[Collected data entries]
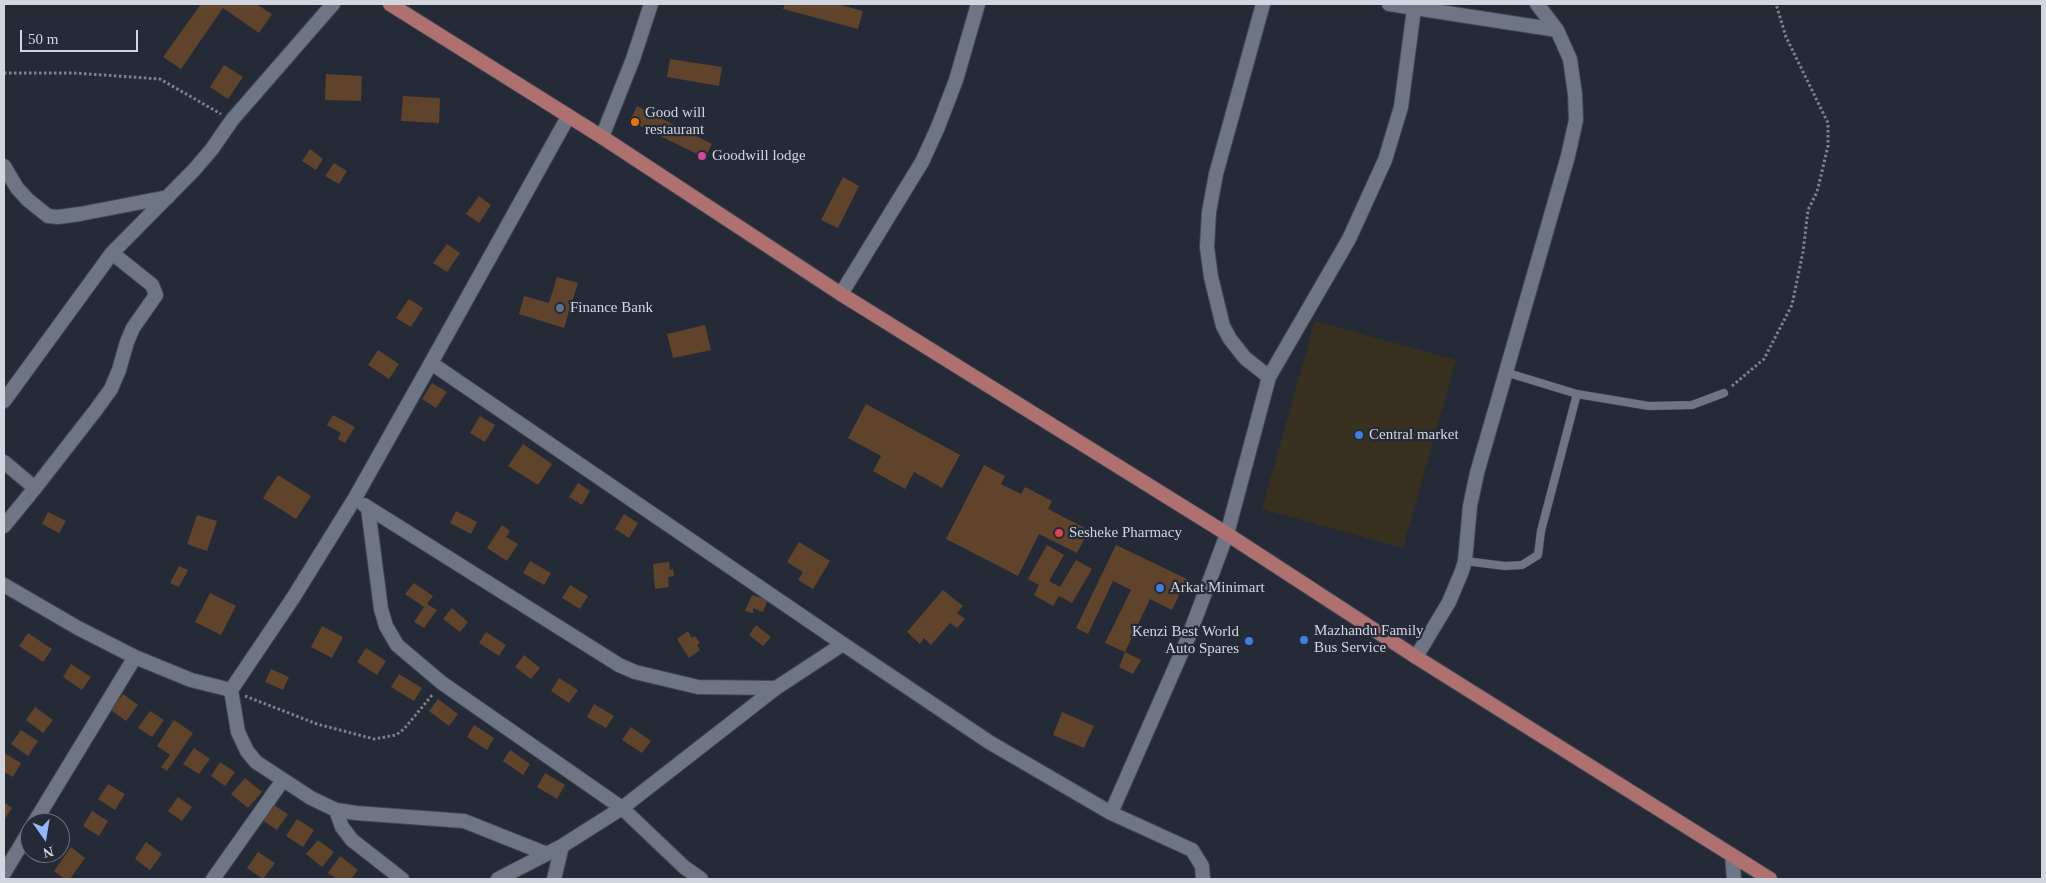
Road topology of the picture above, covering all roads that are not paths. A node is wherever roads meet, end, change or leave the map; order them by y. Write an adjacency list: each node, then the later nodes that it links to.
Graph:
1 (333, 4): 13 (street)
2 (390, 4): 10 (main road)
3 (651, 4): 11 (street)
4 (977, 4): 15 (street)
5 (1263, 4): 18 (street)
6 (1389, 4): 8 (street)
7 (1537, 4): 9 (street)
8 (1414, 9): 9 (street); 18 (street)
9 (1556, 30): 17 (street)
10 (568, 117): 11 (main road); 16 (street)
11 (602, 137): 15 (main road)
12 (4, 166): 13 (street)
13 (168, 198): 14 (street)
14 (112, 253): 21 (street); 23 (street)
15 (841, 294): 27 (main road)
16 (431, 363): 24 (street); 30 (street)
17 (1505, 372): 20 (lane); 28 (street)
18 (1269, 377): 27 (street)
19 (1724, 393): 20 (lane)
20 (1577, 394): 28 (lane)
21 (4, 401)
22 (4, 462): 23 (street)
23 (35, 488): 26 (street)
24 (355, 498): 25 (street); 34 (street)
25 (368, 508): 33 (street); 36 (street)
26 (4, 526)
27 (1227, 534): 32 (main road); 39 (street)
28 (1465, 561): 32 (street)
29 (4, 585): 31 (street)
30 (844, 644): 33 (street); 39 (street)
31 (136, 657): 34 (street); 38 (street)
32 (1416, 657): 43 (main road)
33 (776, 688): 36 (street)
34 (231, 690): 35 (street)
35 (283, 780): 37 (street); 45 (street)
36 (622, 808): 40 (street); 49 (street)
37 (336, 810): 42 (street); 46 (street)
38 (40, 813)
39 (1111, 813): 50 (street)
40 (562, 846): 42 (street); 48 (street)
41 (20, 847): 44 (street)
42 (547, 854): 47 (street)
43 (1732, 855): 51 (street); 52 (main road)
44 (4, 873)
45 (213, 879)
46 (402, 879)
47 (498, 879)
48 (554, 879)
49 (701, 879)
50 (1203, 879)
51 (1734, 879)
52 (1770, 879)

== What you have to do ==
Please determine how many lines of the records above include the word "lane", replying with a number alone.

== Task solution ==
3